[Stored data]
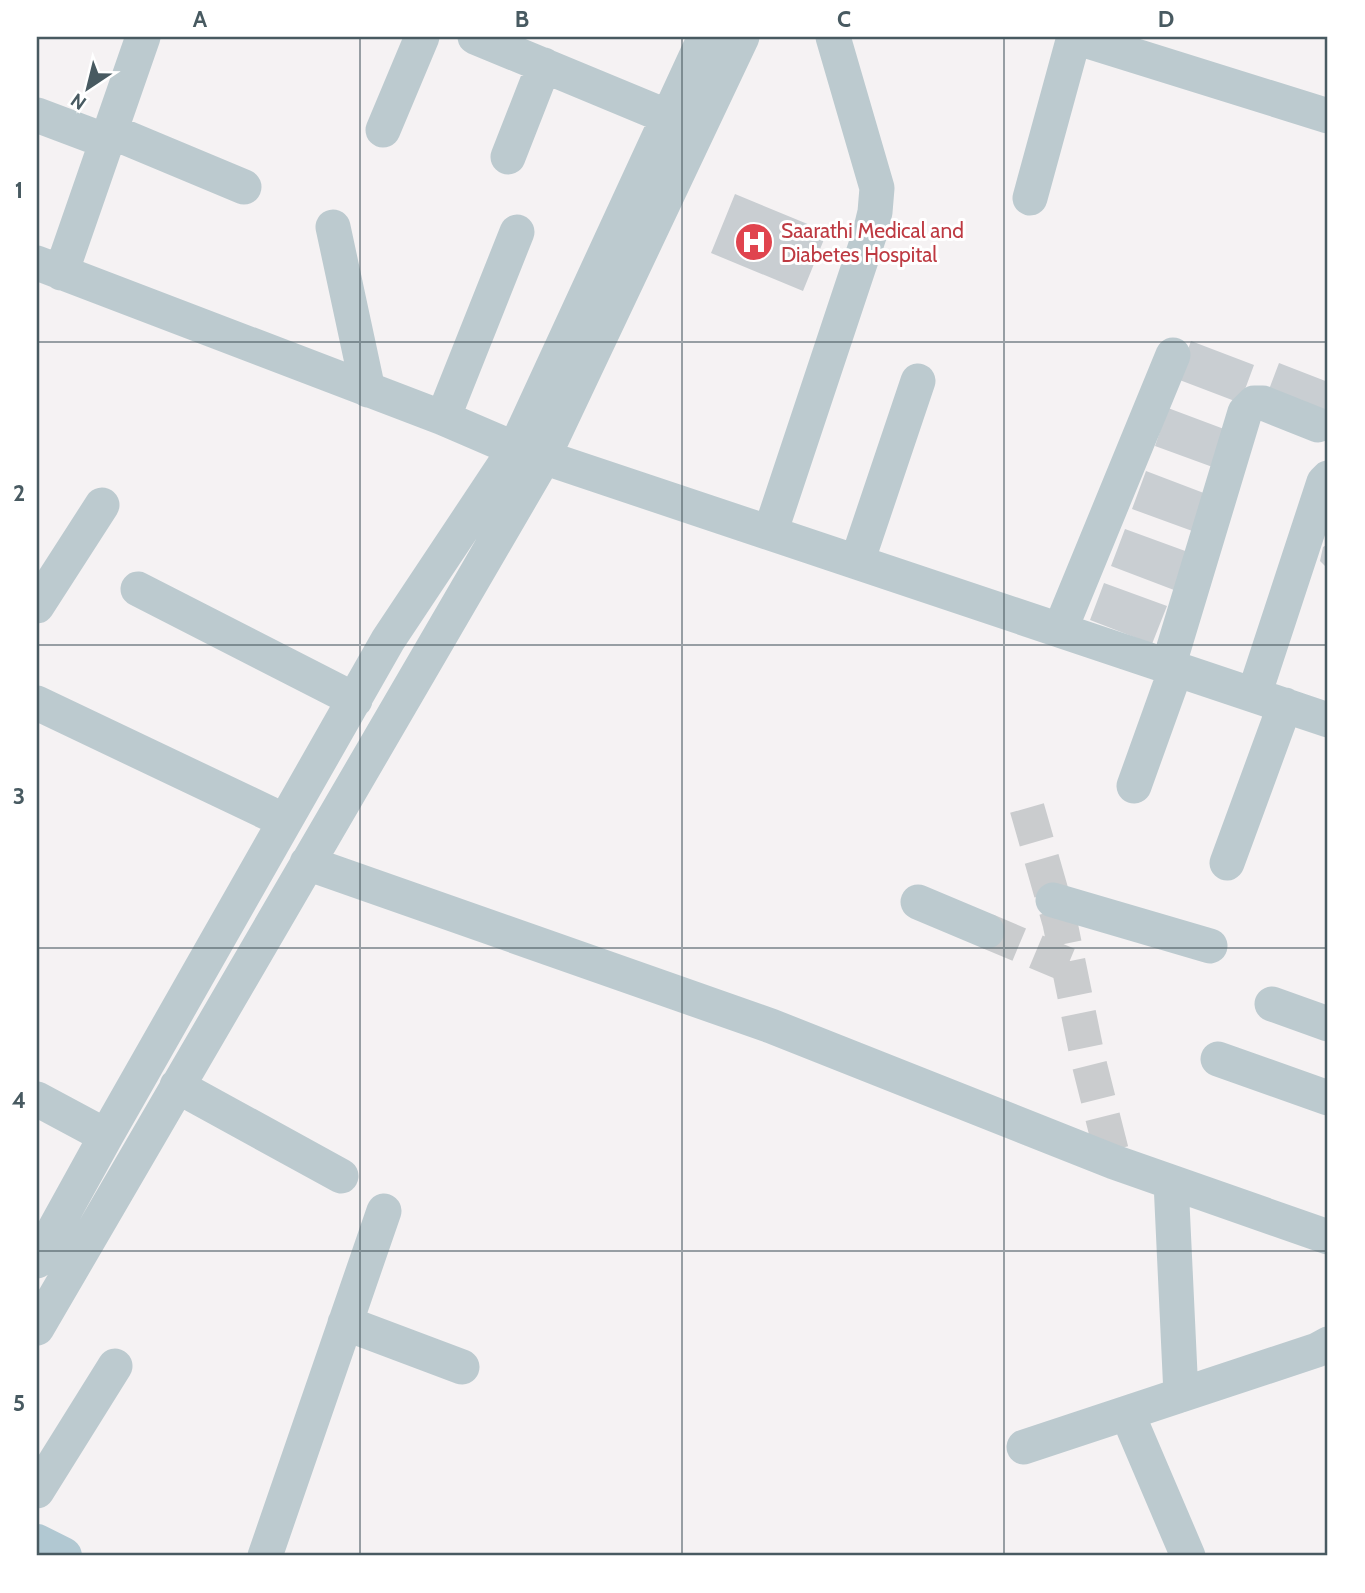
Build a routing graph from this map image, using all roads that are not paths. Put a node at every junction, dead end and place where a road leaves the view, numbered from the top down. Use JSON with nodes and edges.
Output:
{"nodes":[{"id":1,"x":143,"y":37,"type":"edge"},
{"id":2,"x":422,"y":37,"type":"edge"},
{"id":3,"x":475,"y":37,"type":"edge"},
{"id":4,"x":705,"y":37,"type":"edge"},
{"id":5,"x":742,"y":37,"type":"edge"},
{"id":6,"x":833,"y":37,"type":"edge"},
{"id":7,"x":1074,"y":37,"type":"edge"},
{"id":8,"x":544,"y":65,"type":"junction"},
{"id":9,"x":37,"y":115,"type":"edge"},
{"id":10,"x":1328,"y":116,"type":"edge"},
{"id":11,"x":668,"y":117,"type":"junction"},
{"id":12,"x":383,"y":130,"type":"dead end"},
{"id":13,"x":108,"y":136,"type":"junction"},
{"id":14,"x":508,"y":157,"type":"dead end"},
{"id":15,"x":244,"y":187,"type":"dead end"},
{"id":16,"x":1030,"y":198,"type":"dead end"},
{"id":17,"x":333,"y":227,"type":"dead end"},
{"id":18,"x":517,"y":232,"type":"dead end"},
{"id":19,"x":49,"y":268,"type":"edge"},
{"id":20,"x":1173,"y":355,"type":"dead end"},
{"id":21,"x":919,"y":381,"type":"dead end"},
{"id":22,"x":369,"y":390,"type":"junction"},
{"id":23,"x":443,"y":418,"type":"junction"},
{"id":24,"x":1318,"y":425,"type":"dead end"},
{"id":25,"x":529,"y":453,"type":"junction"},
{"id":26,"x":1328,"y":478,"type":"edge"},
{"id":27,"x":102,"y":505,"type":"dead end"},
{"id":28,"x":770,"y":533,"type":"junction"},
{"id":29,"x":857,"y":562,"type":"junction"},
{"id":30,"x":138,"y":589,"type":"dead end"},
{"id":31,"x":37,"y":606,"type":"edge"},
{"id":32,"x":1060,"y":630,"type":"junction"},
{"id":33,"x":1172,"y":668,"type":"junction"},
{"id":34,"x":355,"y":700,"type":"junction"},
{"id":35,"x":1269,"y":700,"type":"junction"},
{"id":36,"x":37,"y":703,"type":"edge"},
{"id":37,"x":1328,"y":720,"type":"edge"},
{"id":38,"x":1134,"y":786,"type":"dead end"},
{"id":39,"x":285,"y":821,"type":"junction"},
{"id":40,"x":307,"y":863,"type":"junction"},
{"id":41,"x":1227,"y":863,"type":"dead end"},
{"id":42,"x":1053,"y":900,"type":"dead end"},
{"id":43,"x":918,"y":902,"type":"dead end"},
{"id":44,"x":987,"y":931,"type":"tunnel mouth"},
{"id":45,"x":1210,"y":946,"type":"dead end"},
{"id":46,"x":1272,"y":1004,"type":"dead end"},
{"id":47,"x":1328,"y":1024,"type":"edge"},
{"id":48,"x":1218,"y":1059,"type":"dead end"},
{"id":49,"x":177,"y":1086,"type":"junction"},
{"id":50,"x":1328,"y":1098,"type":"edge"},
{"id":51,"x":37,"y":1099,"type":"edge"},
{"id":52,"x":106,"y":1136,"type":"junction"},
{"id":53,"x":341,"y":1176,"type":"dead end"},
{"id":54,"x":1171,"y":1182,"type":"junction"},
{"id":55,"x":384,"y":1211,"type":"dead end"},
{"id":56,"x":1328,"y":1237,"type":"edge"},
{"id":57,"x":37,"y":1261,"type":"edge"},
{"id":58,"x":345,"y":1323,"type":"junction"},
{"id":59,"x":37,"y":1328,"type":"edge"},
{"id":60,"x":1328,"y":1344,"type":"edge"},
{"id":61,"x":116,"y":1366,"type":"dead end"},
{"id":62,"x":462,"y":1367,"type":"dead end"},
{"id":63,"x":1181,"y":1395,"type":"junction"},
{"id":64,"x":1127,"y":1413,"type":"junction"},
{"id":65,"x":1024,"y":1447,"type":"dead end"},
{"id":66,"x":37,"y":1491,"type":"edge"},
{"id":67,"x":37,"y":1543,"type":"edge"},
{"id":68,"x":64,"y":1556,"type":"edge"},
{"id":69,"x":265,"y":1556,"type":"edge"},
{"id":70,"x":1188,"y":1556,"type":"edge"}],
"edges":[{"from":1,"to":13,"type":"street"},
{"from":2,"to":12,"type":"street"},
{"from":3,"to":8,"type":"street"},
{"from":4,"to":11,"type":"street"},
{"from":5,"to":25,"type":"street"},
{"from":6,"to":28,"type":"street"},
{"from":7,"to":10,"type":"street"},
{"from":7,"to":16,"type":"street"},
{"from":8,"to":11,"type":"street"},
{"from":8,"to":14,"type":"street"},
{"from":9,"to":13,"type":"street"},
{"from":11,"to":25,"type":"street"},
{"from":13,"to":15,"type":"street"},
{"from":13,"to":19,"type":"street"},
{"from":17,"to":22,"type":"street"},
{"from":18,"to":23,"type":"street"},
{"from":19,"to":22,"type":"street"},
{"from":20,"to":32,"type":"street"},
{"from":21,"to":29,"type":"street"},
{"from":22,"to":23,"type":"street"},
{"from":23,"to":25,"type":"street"},
{"from":24,"to":33,"type":"street"},
{"from":25,"to":28,"type":"street"},
{"from":25,"to":34,"type":"street"},
{"from":25,"to":40,"type":"street"},
{"from":26,"to":35,"type":"street"},
{"from":27,"to":31,"type":"street"},
{"from":28,"to":29,"type":"street"},
{"from":29,"to":32,"type":"street"},
{"from":30,"to":34,"type":"street"},
{"from":32,"to":33,"type":"street"},
{"from":33,"to":35,"type":"street"},
{"from":33,"to":38,"type":"street"},
{"from":34,"to":39,"type":"street"},
{"from":35,"to":37,"type":"street"},
{"from":35,"to":41,"type":"street"},
{"from":36,"to":39,"type":"street"},
{"from":39,"to":52,"type":"street"},
{"from":40,"to":49,"type":"street"},
{"from":40,"to":54,"type":"street"},
{"from":42,"to":45,"type":"street"},
{"from":43,"to":44,"type":"street"},
{"from":46,"to":47,"type":"street"},
{"from":48,"to":50,"type":"street"},
{"from":49,"to":53,"type":"street"},
{"from":49,"to":59,"type":"street"},
{"from":51,"to":52,"type":"street"},
{"from":52,"to":57,"type":"street"},
{"from":54,"to":56,"type":"street"},
{"from":54,"to":63,"type":"street"},
{"from":55,"to":58,"type":"street"},
{"from":58,"to":62,"type":"street"},
{"from":58,"to":69,"type":"street"},
{"from":60,"to":63,"type":"street"},
{"from":61,"to":66,"type":"street"},
{"from":63,"to":64,"type":"street"},
{"from":64,"to":65,"type":"street"},
{"from":64,"to":70,"type":"street"},
{"from":67,"to":68,"type":"main road"}]}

• [About this task] Full transcription without images: please go through the records and repeat them exactly.

• [Answer to this task]
Build a routing graph from this map image, using all roads that are not paths. Put a node at every junction, dead end and place where a road leaves the view, numbered from the top down. Use JSON with nodes and edges.
Output:
{"nodes":[{"id":1,"x":143,"y":37,"type":"edge"},
{"id":2,"x":422,"y":37,"type":"edge"},
{"id":3,"x":475,"y":37,"type":"edge"},
{"id":4,"x":705,"y":37,"type":"edge"},
{"id":5,"x":742,"y":37,"type":"edge"},
{"id":6,"x":833,"y":37,"type":"edge"},
{"id":7,"x":1074,"y":37,"type":"edge"},
{"id":8,"x":544,"y":65,"type":"junction"},
{"id":9,"x":37,"y":115,"type":"edge"},
{"id":10,"x":1328,"y":116,"type":"edge"},
{"id":11,"x":668,"y":117,"type":"junction"},
{"id":12,"x":383,"y":130,"type":"dead end"},
{"id":13,"x":108,"y":136,"type":"junction"},
{"id":14,"x":508,"y":157,"type":"dead end"},
{"id":15,"x":244,"y":187,"type":"dead end"},
{"id":16,"x":1030,"y":198,"type":"dead end"},
{"id":17,"x":333,"y":227,"type":"dead end"},
{"id":18,"x":517,"y":232,"type":"dead end"},
{"id":19,"x":49,"y":268,"type":"edge"},
{"id":20,"x":1173,"y":355,"type":"dead end"},
{"id":21,"x":919,"y":381,"type":"dead end"},
{"id":22,"x":369,"y":390,"type":"junction"},
{"id":23,"x":443,"y":418,"type":"junction"},
{"id":24,"x":1318,"y":425,"type":"dead end"},
{"id":25,"x":529,"y":453,"type":"junction"},
{"id":26,"x":1328,"y":478,"type":"edge"},
{"id":27,"x":102,"y":505,"type":"dead end"},
{"id":28,"x":770,"y":533,"type":"junction"},
{"id":29,"x":857,"y":562,"type":"junction"},
{"id":30,"x":138,"y":589,"type":"dead end"},
{"id":31,"x":37,"y":606,"type":"edge"},
{"id":32,"x":1060,"y":630,"type":"junction"},
{"id":33,"x":1172,"y":668,"type":"junction"},
{"id":34,"x":355,"y":700,"type":"junction"},
{"id":35,"x":1269,"y":700,"type":"junction"},
{"id":36,"x":37,"y":703,"type":"edge"},
{"id":37,"x":1328,"y":720,"type":"edge"},
{"id":38,"x":1134,"y":786,"type":"dead end"},
{"id":39,"x":285,"y":821,"type":"junction"},
{"id":40,"x":307,"y":863,"type":"junction"},
{"id":41,"x":1227,"y":863,"type":"dead end"},
{"id":42,"x":1053,"y":900,"type":"dead end"},
{"id":43,"x":918,"y":902,"type":"dead end"},
{"id":44,"x":987,"y":931,"type":"tunnel mouth"},
{"id":45,"x":1210,"y":946,"type":"dead end"},
{"id":46,"x":1272,"y":1004,"type":"dead end"},
{"id":47,"x":1328,"y":1024,"type":"edge"},
{"id":48,"x":1218,"y":1059,"type":"dead end"},
{"id":49,"x":177,"y":1086,"type":"junction"},
{"id":50,"x":1328,"y":1098,"type":"edge"},
{"id":51,"x":37,"y":1099,"type":"edge"},
{"id":52,"x":106,"y":1136,"type":"junction"},
{"id":53,"x":341,"y":1176,"type":"dead end"},
{"id":54,"x":1171,"y":1182,"type":"junction"},
{"id":55,"x":384,"y":1211,"type":"dead end"},
{"id":56,"x":1328,"y":1237,"type":"edge"},
{"id":57,"x":37,"y":1261,"type":"edge"},
{"id":58,"x":345,"y":1323,"type":"junction"},
{"id":59,"x":37,"y":1328,"type":"edge"},
{"id":60,"x":1328,"y":1344,"type":"edge"},
{"id":61,"x":116,"y":1366,"type":"dead end"},
{"id":62,"x":462,"y":1367,"type":"dead end"},
{"id":63,"x":1181,"y":1395,"type":"junction"},
{"id":64,"x":1127,"y":1413,"type":"junction"},
{"id":65,"x":1024,"y":1447,"type":"dead end"},
{"id":66,"x":37,"y":1491,"type":"edge"},
{"id":67,"x":37,"y":1543,"type":"edge"},
{"id":68,"x":64,"y":1556,"type":"edge"},
{"id":69,"x":265,"y":1556,"type":"edge"},
{"id":70,"x":1188,"y":1556,"type":"edge"}],
"edges":[{"from":1,"to":13,"type":"street"},
{"from":2,"to":12,"type":"street"},
{"from":3,"to":8,"type":"street"},
{"from":4,"to":11,"type":"street"},
{"from":5,"to":25,"type":"street"},
{"from":6,"to":28,"type":"street"},
{"from":7,"to":10,"type":"street"},
{"from":7,"to":16,"type":"street"},
{"from":8,"to":11,"type":"street"},
{"from":8,"to":14,"type":"street"},
{"from":9,"to":13,"type":"street"},
{"from":11,"to":25,"type":"street"},
{"from":13,"to":15,"type":"street"},
{"from":13,"to":19,"type":"street"},
{"from":17,"to":22,"type":"street"},
{"from":18,"to":23,"type":"street"},
{"from":19,"to":22,"type":"street"},
{"from":20,"to":32,"type":"street"},
{"from":21,"to":29,"type":"street"},
{"from":22,"to":23,"type":"street"},
{"from":23,"to":25,"type":"street"},
{"from":24,"to":33,"type":"street"},
{"from":25,"to":28,"type":"street"},
{"from":25,"to":34,"type":"street"},
{"from":25,"to":40,"type":"street"},
{"from":26,"to":35,"type":"street"},
{"from":27,"to":31,"type":"street"},
{"from":28,"to":29,"type":"street"},
{"from":29,"to":32,"type":"street"},
{"from":30,"to":34,"type":"street"},
{"from":32,"to":33,"type":"street"},
{"from":33,"to":35,"type":"street"},
{"from":33,"to":38,"type":"street"},
{"from":34,"to":39,"type":"street"},
{"from":35,"to":37,"type":"street"},
{"from":35,"to":41,"type":"street"},
{"from":36,"to":39,"type":"street"},
{"from":39,"to":52,"type":"street"},
{"from":40,"to":49,"type":"street"},
{"from":40,"to":54,"type":"street"},
{"from":42,"to":45,"type":"street"},
{"from":43,"to":44,"type":"street"},
{"from":46,"to":47,"type":"street"},
{"from":48,"to":50,"type":"street"},
{"from":49,"to":53,"type":"street"},
{"from":49,"to":59,"type":"street"},
{"from":51,"to":52,"type":"street"},
{"from":52,"to":57,"type":"street"},
{"from":54,"to":56,"type":"street"},
{"from":54,"to":63,"type":"street"},
{"from":55,"to":58,"type":"street"},
{"from":58,"to":62,"type":"street"},
{"from":58,"to":69,"type":"street"},
{"from":60,"to":63,"type":"street"},
{"from":61,"to":66,"type":"street"},
{"from":63,"to":64,"type":"street"},
{"from":64,"to":65,"type":"street"},
{"from":64,"to":70,"type":"street"},
{"from":67,"to":68,"type":"main road"}]}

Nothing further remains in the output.